There are many people across this nation who would like to see Dharun Ravi deported and many others who also care little about Tyler Clementi's death and who see homosexuality as a sin bringing ruin to those who engage. In Rolling Stone, Feb. 2, 2012, in "One Town's War on Gay Teens" Sabrina Rubin Erdely spoke of the general social atmosphere in Anoka Hennepin, Minn. school district (formerly that of Michele Bachman) where the school district's policy directed faculty not to speak positively about homosexuality. After nine local students committed suicide, four of them thought to be gay or so perceived this was thought to be a cluster, and for sure the deaths were fed into by the climate of no talk allowed, thus no protection. According to the Rolling Stone piece, the thinking behind the no asking and on telling and no talking policies came from the perspective that "any form of gay tolerance in school is actually an insidious means of promoting homosexuality -- that openly discussing the matter would encourage kids to try it, turning straight kids gay."

Now, after the Rolling Stone article and national attention, the "no promo homo" school policy has been rescinded. But where oh where do the attitudes go -- not so quickly underground, me thinks. The Minnesota Family Council, closely allied with Michele Bachmann, stated just last spring that gay teens who take their own lives bring it upon themselves.

As part of what seems to me subjectively as a cluster of urgent issues coming up in September, 2010, we can in fact find on the site of The Minnesota Family Council, a blog from September 28 of the same year, entitled "Gay activists manipulate suicide tragedy for ideological purposes." It begins as follows, "Homosexual activists are beating the drum for homosexual doctrination of school children in Anoka Hennepin School District in response to the tragic suicide of Justin Aaberg, a teenager who had embraced homosexuality... " The piece goes on to say while of course harassment of anyone isn't acceptable, there is no reason for an "anti-homophobia" stance being accepted. What's more, the statement includes an affirmation that youth "accepting" the "unhealthy sexual identity and lifestyle" of homosexuality are at greater risk.

In a nutshell, which sometimes seems like a worthy though unpleasant metaphor, we seem all too prone to take one side of an issue, find our rationale and often enough our own target in given situations, finding ways at the same time, to prove our points.
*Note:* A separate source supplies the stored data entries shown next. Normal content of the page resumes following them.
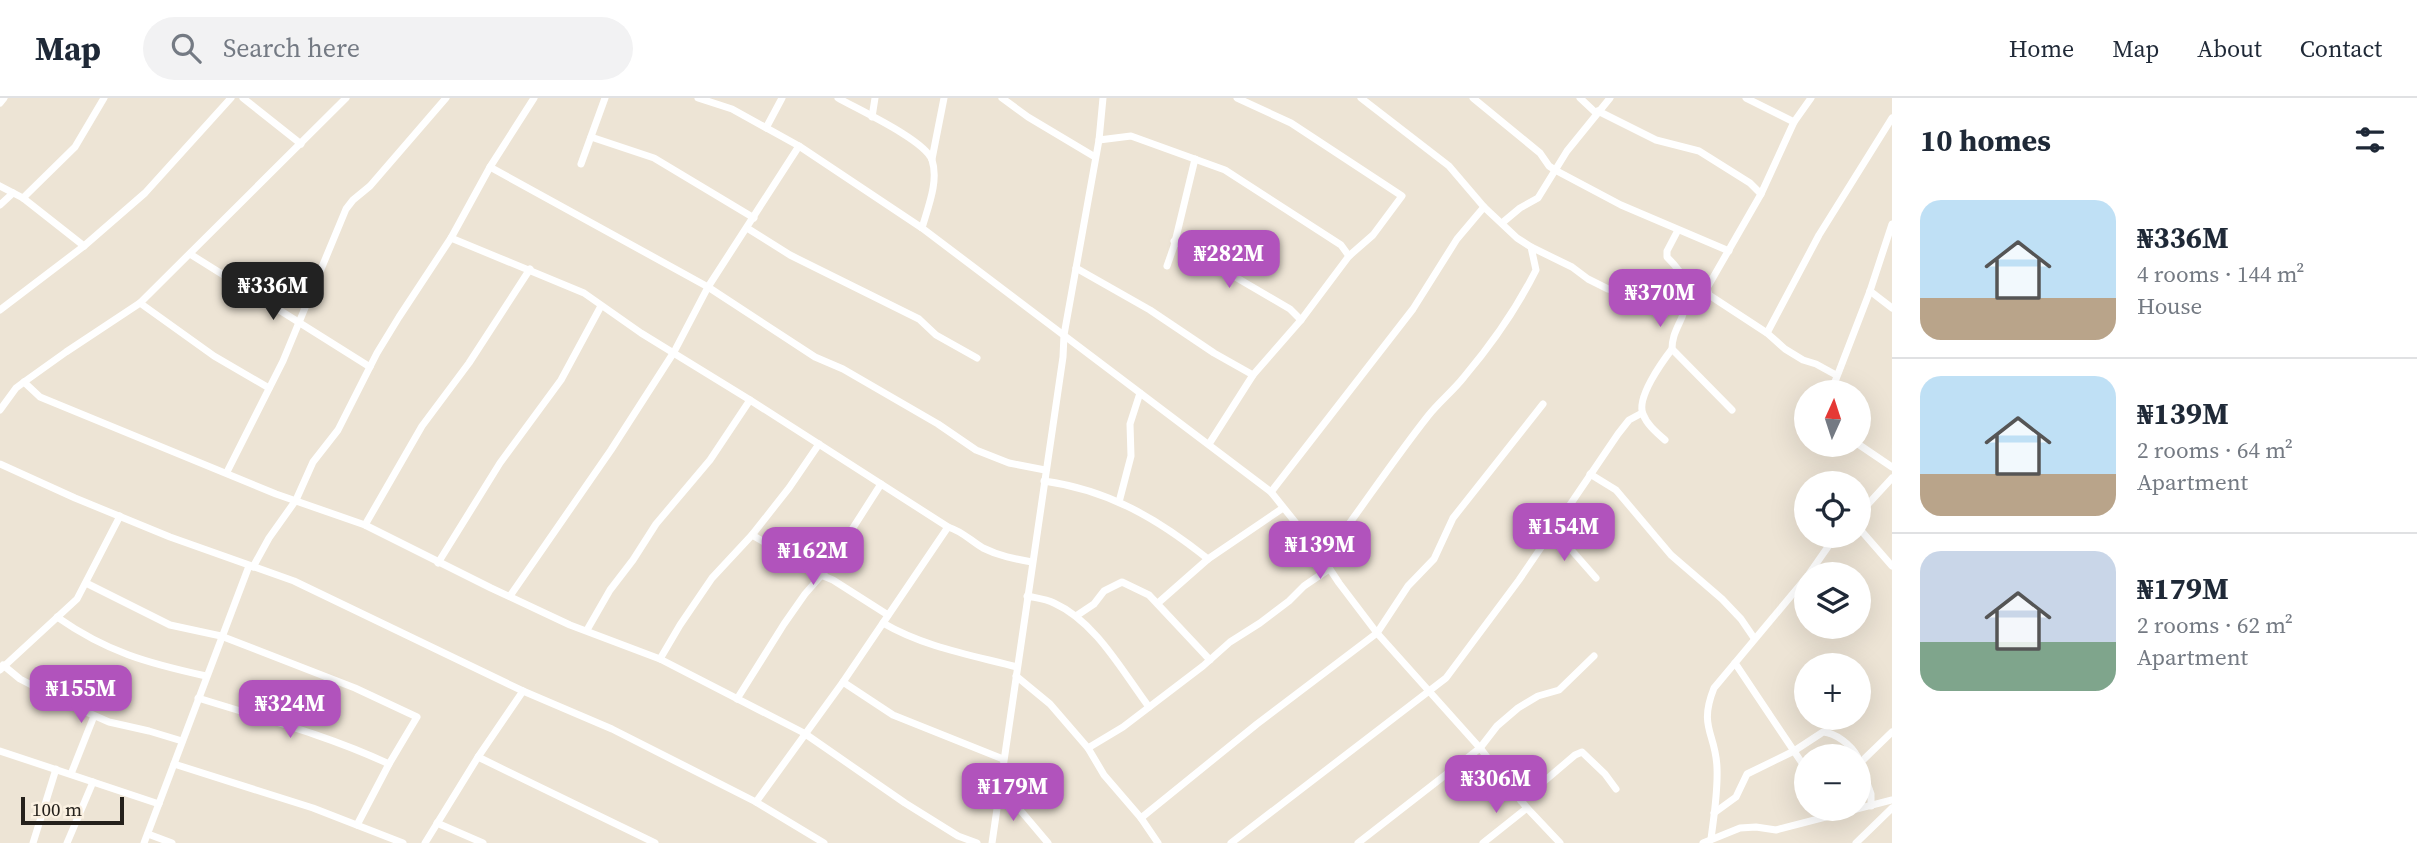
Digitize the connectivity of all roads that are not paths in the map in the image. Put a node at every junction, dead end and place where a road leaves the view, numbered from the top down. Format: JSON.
{"nodes":[{"id":1,"x":4,"y":98,"type":"edge"},
{"id":2,"x":104,"y":98,"type":"edge"},
{"id":3,"x":231,"y":98,"type":"edge"},
{"id":4,"x":243,"y":98,"type":"edge"},
{"id":5,"x":346,"y":98,"type":"edge"},
{"id":6,"x":446,"y":98,"type":"edge"},
{"id":7,"x":534,"y":98,"type":"edge"},
{"id":8,"x":605,"y":98,"type":"edge"},
{"id":9,"x":698,"y":98,"type":"edge"},
{"id":10,"x":782,"y":98,"type":"edge"},
{"id":11,"x":838,"y":98,"type":"edge"},
{"id":12,"x":875,"y":98,"type":"edge"},
{"id":13,"x":944,"y":98,"type":"edge"},
{"id":14,"x":1002,"y":98,"type":"edge"},
{"id":15,"x":1103,"y":98,"type":"edge"},
{"id":16,"x":1237,"y":98,"type":"edge"},
{"id":17,"x":1361,"y":98,"type":"edge"},
{"id":18,"x":1473,"y":98,"type":"edge"},
{"id":19,"x":1580,"y":98,"type":"edge"},
{"id":20,"x":1610,"y":98,"type":"edge"},
{"id":21,"x":1746,"y":98,"type":"edge"},
{"id":22,"x":1811,"y":98,"type":"edge"},
{"id":23,"x":0,"y":103,"type":"edge"},
{"id":24,"x":1597,"y":112,"type":"junction"},
{"id":25,"x":872,"y":117,"type":"junction"},
{"id":26,"x":1892,"y":118,"type":"edge"},
{"id":27,"x":1794,"y":122,"type":"junction"},
{"id":28,"x":766,"y":128,"type":"junction"},
{"id":29,"x":591,"y":136,"type":"junction"},
{"id":30,"x":1099,"y":140,"type":"junction"},
{"id":31,"x":301,"y":144,"type":"junction"},
{"id":32,"x":799,"y":146,"type":"junction"},
{"id":33,"x":1095,"y":157,"type":"junction"},
{"id":34,"x":932,"y":159,"type":"junction"},
{"id":35,"x":1195,"y":159,"type":"junction"},
{"id":36,"x":581,"y":164,"type":"dead end"},
{"id":37,"x":490,"y":167,"type":"junction"},
{"id":38,"x":1555,"y":170,"type":"junction"},
{"id":39,"x":0,"y":186,"type":"edge"},
{"id":40,"x":13,"y":193,"type":"junction"},
{"id":41,"x":1761,"y":194,"type":"junction"},
{"id":42,"x":23,"y":198,"type":"junction"},
{"id":43,"x":0,"y":205,"type":"edge"},
{"id":44,"x":1484,"y":207,"type":"junction"},
{"id":45,"x":754,"y":218,"type":"junction"},
{"id":46,"x":1502,"y":223,"type":"junction"},
{"id":47,"x":1892,"y":224,"type":"edge"},
{"id":48,"x":747,"y":228,"type":"junction"},
{"id":49,"x":922,"y":228,"type":"junction"},
{"id":50,"x":1678,"y":230,"type":"junction"},
{"id":51,"x":451,"y":238,"type":"junction"},
{"id":52,"x":1174,"y":241,"type":"junction"},
{"id":53,"x":84,"y":246,"type":"junction"},
{"id":54,"x":1531,"y":247,"type":"junction"},
{"id":55,"x":1729,"y":250,"type":"junction"},
{"id":56,"x":190,"y":254,"type":"junction"},
{"id":57,"x":1349,"y":256,"type":"junction"},
{"id":58,"x":1167,"y":266,"type":"dead end"},
{"id":59,"x":1076,"y":268,"type":"junction"},
{"id":60,"x":530,"y":269,"type":"junction"},
{"id":61,"x":708,"y":287,"type":"junction"},
{"id":62,"x":1870,"y":291,"type":"junction"},
{"id":63,"x":140,"y":303,"type":"junction"},
{"id":64,"x":601,"y":306,"type":"junction"},
{"id":65,"x":1684,"y":306,"type":"junction"},
{"id":66,"x":1892,"y":308,"type":"edge"},
{"id":67,"x":0,"y":310,"type":"edge"},
{"id":68,"x":1301,"y":320,"type":"junction"},
{"id":69,"x":299,"y":323,"type":"junction"},
{"id":70,"x":1767,"y":333,"type":"junction"},
{"id":71,"x":1064,"y":335,"type":"junction"},
{"id":72,"x":1672,"y":349,"type":"junction"},
{"id":73,"x":674,"y":352,"type":"junction"},
{"id":74,"x":977,"y":358,"type":"dead end"},
{"id":75,"x":370,"y":367,"type":"junction"},
{"id":76,"x":1253,"y":375,"type":"junction"},
{"id":77,"x":1836,"y":375,"type":"junction"},
{"id":78,"x":1835,"y":380,"type":"edge"},
{"id":79,"x":24,"y":382,"type":"junction"},
{"id":80,"x":269,"y":388,"type":"junction"},
{"id":81,"x":1140,"y":393,"type":"junction"},
{"id":82,"x":750,"y":400,"type":"junction"},
{"id":83,"x":1543,"y":404,"type":"dead end"},
{"id":84,"x":0,"y":410,"type":"edge"},
{"id":85,"x":1732,"y":410,"type":"dead end"},
{"id":86,"x":1642,"y":413,"type":"junction"},
{"id":87,"x":1665,"y":440,"type":"dead end"},
{"id":88,"x":819,"y":444,"type":"junction"},
{"id":89,"x":1209,"y":444,"type":"junction"},
{"id":90,"x":1871,"y":453,"type":"edge"},
{"id":91,"x":0,"y":464,"type":"edge"},
{"id":92,"x":1892,"y":467,"type":"edge"},
{"id":93,"x":1045,"y":470,"type":"junction"},
{"id":94,"x":227,"y":472,"type":"junction"},
{"id":95,"x":1590,"y":474,"type":"junction"},
{"id":96,"x":1892,"y":478,"type":"edge"},
{"id":97,"x":1044,"y":481,"type":"junction"},
{"id":98,"x":881,"y":484,"type":"junction"},
{"id":99,"x":1271,"y":492,"type":"junction"},
{"id":100,"x":296,"y":500,"type":"junction"},
{"id":101,"x":1871,"y":501,"type":"edge"},
{"id":102,"x":1119,"y":502,"type":"junction"},
{"id":103,"x":1283,"y":508,"type":"junction"},
{"id":104,"x":120,"y":516,"type":"junction"},
{"id":105,"x":365,"y":525,"type":"junction"},
{"id":106,"x":948,"y":527,"type":"junction"},
{"id":107,"x":1553,"y":529,"type":"junction"},
{"id":108,"x":752,"y":535,"type":"junction"},
{"id":109,"x":1871,"y":542,"type":"edge"},
{"id":110,"x":1208,"y":559,"type":"junction"},
{"id":111,"x":1323,"y":559,"type":"junction"},
{"id":112,"x":1032,"y":562,"type":"junction"},
{"id":113,"x":438,"y":563,"type":"junction"},
{"id":114,"x":1892,"y":566,"type":"edge"},
{"id":115,"x":251,"y":567,"type":"junction"},
{"id":116,"x":1329,"y":569,"type":"junction"},
{"id":117,"x":821,"y":575,"type":"junction"},
{"id":118,"x":1596,"y":578,"type":"dead end"},
{"id":119,"x":86,"y":583,"type":"junction"},
{"id":120,"x":1794,"y":592,"type":"edge"},
{"id":121,"x":510,"y":596,"type":"junction"},
{"id":122,"x":1027,"y":596,"type":"junction"},
{"id":123,"x":1157,"y":603,"type":"junction"},
{"id":124,"x":888,"y":615,"type":"junction"},
{"id":125,"x":1076,"y":616,"type":"junction"},
{"id":126,"x":57,"y":617,"type":"junction"},
{"id":127,"x":883,"y":623,"type":"junction"},
{"id":128,"x":587,"y":630,"type":"junction"},
{"id":129,"x":1377,"y":633,"type":"junction"},
{"id":130,"x":221,"y":636,"type":"junction"},
{"id":131,"x":1754,"y":638,"type":"junction"},
{"id":132,"x":1594,"y":656,"type":"dead end"},
{"id":133,"x":660,"y":659,"type":"junction"},
{"id":134,"x":1210,"y":660,"type":"junction"},
{"id":135,"x":1735,"y":663,"type":"junction"},
{"id":136,"x":1,"y":668,"type":"edge"},
{"id":137,"x":1016,"y":672,"type":"junction"},
{"id":138,"x":206,"y":676,"type":"junction"},
{"id":139,"x":843,"y":681,"type":"junction"},
{"id":140,"x":523,"y":691,"type":"junction"},
{"id":141,"x":1430,"y":691,"type":"junction"},
{"id":142,"x":198,"y":698,"type":"junction"},
{"id":143,"x":737,"y":699,"type":"junction"},
{"id":144,"x":1149,"y":707,"type":"junction"},
{"id":145,"x":94,"y":716,"type":"junction"},
{"id":146,"x":1892,"y":732,"type":"edge"},
{"id":147,"x":804,"y":733,"type":"junction"},
{"id":148,"x":182,"y":741,"type":"junction"},
{"id":149,"x":1805,"y":744,"type":"edge"},
{"id":150,"x":1845,"y":744,"type":"edge"},
{"id":151,"x":1087,"y":748,"type":"junction"},
{"id":152,"x":1479,"y":748,"type":"junction"},
{"id":153,"x":1871,"y":749,"type":"edge"},
{"id":154,"x":0,"y":751,"type":"edge"},
{"id":155,"x":1794,"y":751,"type":"joint"},
{"id":156,"x":478,"y":757,"type":"junction"},
{"id":157,"x":1003,"y":759,"type":"junction"},
{"id":158,"x":174,"y":764,"type":"junction"},
{"id":159,"x":388,"y":764,"type":"junction"},
{"id":160,"x":55,"y":769,"type":"junction"},
{"id":161,"x":71,"y":774,"type":"junction"},
{"id":162,"x":93,"y":782,"type":"junction"},
{"id":163,"x":999,"y":785,"type":"junction"},
{"id":164,"x":1616,"y":789,"type":"dead end"},
{"id":165,"x":1892,"y":800,"type":"edge"},
{"id":166,"x":1521,"y":801,"type":"junction"},
{"id":167,"x":756,"y":802,"type":"junction"},
{"id":168,"x":159,"y":804,"type":"junction"},
{"id":169,"x":1871,"y":806,"type":"edge"},
{"id":170,"x":1892,"y":807,"type":"edge"},
{"id":171,"x":1527,"y":808,"type":"junction"},
{"id":172,"x":1714,"y":813,"type":"junction"},
{"id":173,"x":1141,"y":818,"type":"junction"},
{"id":174,"x":1801,"y":821,"type":"edge"},
{"id":175,"x":437,"y":823,"type":"junction"},
{"id":176,"x":357,"y":825,"type":"junction"},
{"id":177,"x":148,"y":834,"type":"junction"},
{"id":178,"x":1711,"y":839,"type":"junction"},
{"id":179,"x":33,"y":843,"type":"edge"},
{"id":180,"x":67,"y":843,"type":"edge"},
{"id":181,"x":145,"y":843,"type":"edge"},
{"id":182,"x":172,"y":843,"type":"edge"},
{"id":183,"x":403,"y":843,"type":"edge"},
{"id":184,"x":425,"y":843,"type":"edge"},
{"id":185,"x":483,"y":843,"type":"edge"},
{"id":186,"x":655,"y":843,"type":"edge"},
{"id":187,"x":824,"y":843,"type":"edge"},
{"id":188,"x":977,"y":843,"type":"edge"},
{"id":189,"x":992,"y":843,"type":"edge"},
{"id":190,"x":1048,"y":843,"type":"edge"},
{"id":191,"x":1158,"y":843,"type":"edge"},
{"id":192,"x":1231,"y":843,"type":"edge"},
{"id":193,"x":1358,"y":843,"type":"edge"},
{"id":194,"x":1483,"y":843,"type":"edge"},
{"id":195,"x":1560,"y":843,"type":"edge"},
{"id":196,"x":1703,"y":843,"type":"edge"},
{"id":197,"x":1856,"y":843,"type":"edge"}],
"edges":[{"from":1,"to":23,"type":"street"},
{"from":2,"to":42,"type":"street"},
{"from":3,"to":53,"type":"street"},
{"from":4,"to":31,"type":"street"},
{"from":5,"to":31,"type":"street"},
{"from":6,"to":69,"type":"street"},
{"from":7,"to":37,"type":"street"},
{"from":8,"to":29,"type":"street"},
{"from":9,"to":28,"type":"street"},
{"from":10,"to":28,"type":"street"},
{"from":11,"to":25,"type":"street"},
{"from":12,"to":25,"type":"street"},
{"from":13,"to":34,"type":"street"},
{"from":14,"to":33,"type":"street"},
{"from":15,"to":30,"type":"street"},
{"from":16,"to":57,"type":"street"},
{"from":17,"to":44,"type":"street"},
{"from":18,"to":38,"type":"street"},
{"from":19,"to":24,"type":"street"},
{"from":20,"to":24,"type":"street"},
{"from":21,"to":27,"type":"street"},
{"from":22,"to":27,"type":"street"},
{"from":24,"to":38,"type":"street"},
{"from":24,"to":41,"type":"street"},
{"from":25,"to":34,"type":"street"},
{"from":26,"to":70,"type":"street"},
{"from":27,"to":41,"type":"street"},
{"from":28,"to":32,"type":"street"},
{"from":29,"to":36,"type":"street"},
{"from":29,"to":45,"type":"street"},
{"from":30,"to":33,"type":"street"},
{"from":30,"to":35,"type":"street"},
{"from":31,"to":56,"type":"street"},
{"from":32,"to":45,"type":"street"},
{"from":32,"to":49,"type":"street"},
{"from":33,"to":59,"type":"street"},
{"from":34,"to":49,"type":"street"},
{"from":35,"to":52,"type":"street"},
{"from":35,"to":57,"type":"street"},
{"from":37,"to":51,"type":"street"},
{"from":37,"to":61,"type":"street"},
{"from":38,"to":46,"type":"street"},
{"from":38,"to":50,"type":"street"},
{"from":39,"to":40,"type":"street"},
{"from":40,"to":42,"type":"street"},
{"from":40,"to":43,"type":"street"},
{"from":41,"to":55,"type":"street"},
{"from":42,"to":53,"type":"street"},
{"from":44,"to":46,"type":"street"},
{"from":44,"to":99,"type":"street"},
{"from":45,"to":48,"type":"street"},
{"from":46,"to":54,"type":"street"},
{"from":47,"to":62,"type":"street"},
{"from":48,"to":61,"type":"street"},
{"from":48,"to":74,"type":"street"},
{"from":49,"to":71,"type":"street"},
{"from":50,"to":55,"type":"street"},
{"from":50,"to":65,"type":"street"},
{"from":51,"to":60,"type":"street"},
{"from":51,"to":75,"type":"street"},
{"from":52,"to":58,"type":"street"},
{"from":52,"to":68,"type":"street"},
{"from":53,"to":67,"type":"street"},
{"from":54,"to":65,"type":"street"},
{"from":54,"to":111,"type":"street"},
{"from":55,"to":70,"type":"street"},
{"from":56,"to":63,"type":"street"},
{"from":56,"to":69,"type":"street"},
{"from":57,"to":68,"type":"street"},
{"from":59,"to":71,"type":"street"},
{"from":59,"to":76,"type":"street"},
{"from":60,"to":64,"type":"street"},
{"from":60,"to":105,"type":"street"},
{"from":61,"to":73,"type":"street"},
{"from":61,"to":93,"type":"street"},
{"from":62,"to":66,"type":"street"},
{"from":62,"to":77,"type":"street"},
{"from":63,"to":79,"type":"street"},
{"from":63,"to":80,"type":"street"},
{"from":64,"to":73,"type":"street"},
{"from":64,"to":113,"type":"street"},
{"from":65,"to":72,"type":"street"},
{"from":68,"to":76,"type":"street"},
{"from":69,"to":75,"type":"street"},
{"from":69,"to":80,"type":"street"},
{"from":70,"to":77,"type":"street"},
{"from":71,"to":81,"type":"street"},
{"from":71,"to":93,"type":"street"},
{"from":72,"to":85,"type":"street"},
{"from":72,"to":86,"type":"street"},
{"from":73,"to":82,"type":"street"},
{"from":73,"to":121,"type":"street"},
{"from":75,"to":100,"type":"street"},
{"from":76,"to":89,"type":"street"},
{"from":77,"to":78,"type":"street"},
{"from":79,"to":84,"type":"street"},
{"from":79,"to":94,"type":"street"},
{"from":80,"to":94,"type":"street"},
{"from":81,"to":89,"type":"street"},
{"from":81,"to":102,"type":"street"},
{"from":82,"to":88,"type":"street"},
{"from":82,"to":128,"type":"street"},
{"from":83,"to":129,"type":"street"},
{"from":86,"to":87,"type":"street"},
{"from":86,"to":95,"type":"street"},
{"from":88,"to":98,"type":"street"},
{"from":88,"to":108,"type":"street"},
{"from":89,"to":99,"type":"street"},
{"from":90,"to":92,"type":"street"},
{"from":91,"to":104,"type":"street"},
{"from":93,"to":97,"type":"street"},
{"from":94,"to":100,"type":"street"},
{"from":95,"to":107,"type":"street"},
{"from":95,"to":131,"type":"street"},
{"from":96,"to":101,"type":"street"},
{"from":97,"to":102,"type":"street"},
{"from":97,"to":112,"type":"street"},
{"from":98,"to":106,"type":"street"},
{"from":98,"to":117,"type":"street"},
{"from":99,"to":103,"type":"street"},
{"from":100,"to":105,"type":"street"},
{"from":100,"to":115,"type":"street"},
{"from":102,"to":110,"type":"street"},
{"from":103,"to":110,"type":"street"},
{"from":103,"to":111,"type":"street"},
{"from":104,"to":115,"type":"street"},
{"from":104,"to":119,"type":"street"},
{"from":105,"to":113,"type":"street"},
{"from":106,"to":112,"type":"street"},
{"from":106,"to":124,"type":"street"},
{"from":107,"to":118,"type":"street"},
{"from":107,"to":141,"type":"street"},
{"from":108,"to":117,"type":"street"},
{"from":108,"to":133,"type":"street"},
{"from":109,"to":114,"type":"street"},
{"from":110,"to":123,"type":"street"},
{"from":111,"to":116,"type":"street"},
{"from":112,"to":122,"type":"street"},
{"from":113,"to":121,"type":"street"},
{"from":115,"to":130,"type":"street"},
{"from":115,"to":140,"type":"street"},
{"from":116,"to":129,"type":"street"},
{"from":116,"to":134,"type":"street"},
{"from":117,"to":124,"type":"street"},
{"from":117,"to":143,"type":"street"},
{"from":119,"to":126,"type":"street"},
{"from":119,"to":130,"type":"street"},
{"from":120,"to":131,"type":"street"},
{"from":121,"to":128,"type":"street"},
{"from":122,"to":125,"type":"street"},
{"from":122,"to":137,"type":"street"},
{"from":123,"to":125,"type":"street"},
{"from":123,"to":134,"type":"street"},
{"from":124,"to":127,"type":"street"},
{"from":125,"to":144,"type":"street"},
{"from":126,"to":136,"type":"street"},
{"from":126,"to":138,"type":"street"},
{"from":127,"to":137,"type":"street"},
{"from":127,"to":139,"type":"street"},
{"from":128,"to":133,"type":"street"},
{"from":129,"to":141,"type":"street"},
{"from":129,"to":173,"type":"street"},
{"from":130,"to":138,"type":"street"},
{"from":130,"to":159,"type":"street"},
{"from":131,"to":135,"type":"street"},
{"from":132,"to":152,"type":"street"},
{"from":133,"to":143,"type":"street"},
{"from":134,"to":144,"type":"street"},
{"from":135,"to":155,"type":"street"},
{"from":135,"to":172,"type":"street"},
{"from":136,"to":145,"type":"street"},
{"from":137,"to":151,"type":"street"},
{"from":137,"to":157,"type":"street"},
{"from":138,"to":142,"type":"street"},
{"from":139,"to":147,"type":"street"},
{"from":139,"to":157,"type":"street"},
{"from":140,"to":156,"type":"street"},
{"from":140,"to":167,"type":"street"},
{"from":141,"to":152,"type":"street"},
{"from":141,"to":192,"type":"street"},
{"from":142,"to":148,"type":"street"},
{"from":142,"to":159,"type":"street"},
{"from":143,"to":147,"type":"street"},
{"from":144,"to":151,"type":"street"},
{"from":145,"to":148,"type":"street"},
{"from":145,"to":161,"type":"street"},
{"from":146,"to":153,"type":"street"},
{"from":147,"to":167,"type":"street"},
{"from":147,"to":188,"type":"street"},
{"from":148,"to":158,"type":"street"},
{"from":149,"to":150,"type":"street"},
{"from":151,"to":173,"type":"street"},
{"from":152,"to":166,"type":"street"},
{"from":152,"to":193,"type":"street"},
{"from":154,"to":160,"type":"street"},
{"from":155,"to":172,"type":"street"},
{"from":156,"to":175,"type":"street"},
{"from":156,"to":186,"type":"street"},
{"from":157,"to":163,"type":"street"},
{"from":158,"to":168,"type":"street"},
{"from":158,"to":176,"type":"street"},
{"from":159,"to":176,"type":"street"},
{"from":160,"to":161,"type":"street"},
{"from":160,"to":179,"type":"street"},
{"from":161,"to":162,"type":"street"},
{"from":162,"to":168,"type":"street"},
{"from":162,"to":180,"type":"street"},
{"from":163,"to":189,"type":"street"},
{"from":163,"to":190,"type":"street"},
{"from":164,"to":166,"type":"street"},
{"from":165,"to":169,"type":"street"},
{"from":166,"to":171,"type":"street"},
{"from":167,"to":187,"type":"street"},
{"from":168,"to":177,"type":"street"},
{"from":170,"to":197,"type":"street"},
{"from":171,"to":194,"type":"street"},
{"from":171,"to":195,"type":"street"},
{"from":172,"to":178,"type":"street"},
{"from":173,"to":191,"type":"street"},
{"from":174,"to":178,"type":"street"},
{"from":175,"to":184,"type":"street"},
{"from":175,"to":185,"type":"street"},
{"from":176,"to":183,"type":"street"},
{"from":177,"to":181,"type":"street"},
{"from":177,"to":182,"type":"street"},
{"from":178,"to":196,"type":"street"}]}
We know too little about how we as individuals and as a country process our tendencies to blame, to punish and to distance ourselves from the reasons behind personal acts of violence as well as those socially sanctioned and those we tend to dismiss, such as the ongoing cruelty of much of Greek life on college campuses having nothing to do with homosexuality per se.

What seems to be least popular of all is to suspend our need to quickly nail the one culprit, and to ponder how these acts of cruelty get to occur and to have been condoned and ignored for years. Also to question what part we play -- either out loud or through our silence.

It's when we find parts of ourselves in Tyler Clementi and Dharun Ravi and all the characters in our public tragedies -- and when we look more deeply at context -- that we will be able to both integrate our imperfections and tame our urges towards scapegoating and towards violence.